- Work instruction
Would you repeat every line below exactly, please?

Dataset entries

○ ○ ○ ○

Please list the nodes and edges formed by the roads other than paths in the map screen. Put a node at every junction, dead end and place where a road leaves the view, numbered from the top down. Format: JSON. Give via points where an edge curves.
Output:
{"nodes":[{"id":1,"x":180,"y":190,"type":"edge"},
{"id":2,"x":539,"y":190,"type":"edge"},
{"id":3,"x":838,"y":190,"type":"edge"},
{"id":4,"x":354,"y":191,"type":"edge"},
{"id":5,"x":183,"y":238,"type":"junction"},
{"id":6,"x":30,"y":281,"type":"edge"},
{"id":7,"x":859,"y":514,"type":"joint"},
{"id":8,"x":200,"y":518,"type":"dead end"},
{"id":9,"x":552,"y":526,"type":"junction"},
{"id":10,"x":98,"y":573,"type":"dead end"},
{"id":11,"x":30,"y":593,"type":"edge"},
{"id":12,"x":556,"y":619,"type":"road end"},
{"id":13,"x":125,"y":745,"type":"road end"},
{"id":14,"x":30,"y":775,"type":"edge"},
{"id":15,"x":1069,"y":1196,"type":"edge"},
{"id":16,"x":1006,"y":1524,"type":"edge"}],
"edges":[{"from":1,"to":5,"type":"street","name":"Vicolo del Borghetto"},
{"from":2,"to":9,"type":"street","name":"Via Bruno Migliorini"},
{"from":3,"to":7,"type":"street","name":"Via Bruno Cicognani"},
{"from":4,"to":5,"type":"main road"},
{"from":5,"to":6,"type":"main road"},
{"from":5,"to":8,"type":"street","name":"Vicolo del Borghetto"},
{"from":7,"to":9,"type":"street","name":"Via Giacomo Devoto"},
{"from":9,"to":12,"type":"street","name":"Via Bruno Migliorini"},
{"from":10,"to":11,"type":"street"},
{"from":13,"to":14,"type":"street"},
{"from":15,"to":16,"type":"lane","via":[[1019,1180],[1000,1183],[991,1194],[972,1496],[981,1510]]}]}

○ ○ ○ ○

- Problem solution
Please list the nodes and edges formed by the roads other than paths in the map screen. Put a node at every junction, dead end and place where a road leaves the view, numbered from the top down. Format: JSON. Give via points where an edge curves.
Output:
{"nodes":[{"id":1,"x":180,"y":190,"type":"edge"},
{"id":2,"x":539,"y":190,"type":"edge"},
{"id":3,"x":838,"y":190,"type":"edge"},
{"id":4,"x":354,"y":191,"type":"edge"},
{"id":5,"x":183,"y":238,"type":"junction"},
{"id":6,"x":30,"y":281,"type":"edge"},
{"id":7,"x":859,"y":514,"type":"joint"},
{"id":8,"x":200,"y":518,"type":"dead end"},
{"id":9,"x":552,"y":526,"type":"junction"},
{"id":10,"x":98,"y":573,"type":"dead end"},
{"id":11,"x":30,"y":593,"type":"edge"},
{"id":12,"x":556,"y":619,"type":"road end"},
{"id":13,"x":125,"y":745,"type":"road end"},
{"id":14,"x":30,"y":775,"type":"edge"},
{"id":15,"x":1069,"y":1196,"type":"edge"},
{"id":16,"x":1006,"y":1524,"type":"edge"}],
"edges":[{"from":1,"to":5,"type":"street","name":"Vicolo del Borghetto"},
{"from":2,"to":9,"type":"street","name":"Via Bruno Migliorini"},
{"from":3,"to":7,"type":"street","name":"Via Bruno Cicognani"},
{"from":4,"to":5,"type":"main road"},
{"from":5,"to":6,"type":"main road"},
{"from":5,"to":8,"type":"street","name":"Vicolo del Borghetto"},
{"from":7,"to":9,"type":"street","name":"Via Giacomo Devoto"},
{"from":9,"to":12,"type":"street","name":"Via Bruno Migliorini"},
{"from":10,"to":11,"type":"street"},
{"from":13,"to":14,"type":"street"},
{"from":15,"to":16,"type":"lane","via":[[1019,1180],[1000,1183],[991,1194],[972,1496],[981,1510]]}]}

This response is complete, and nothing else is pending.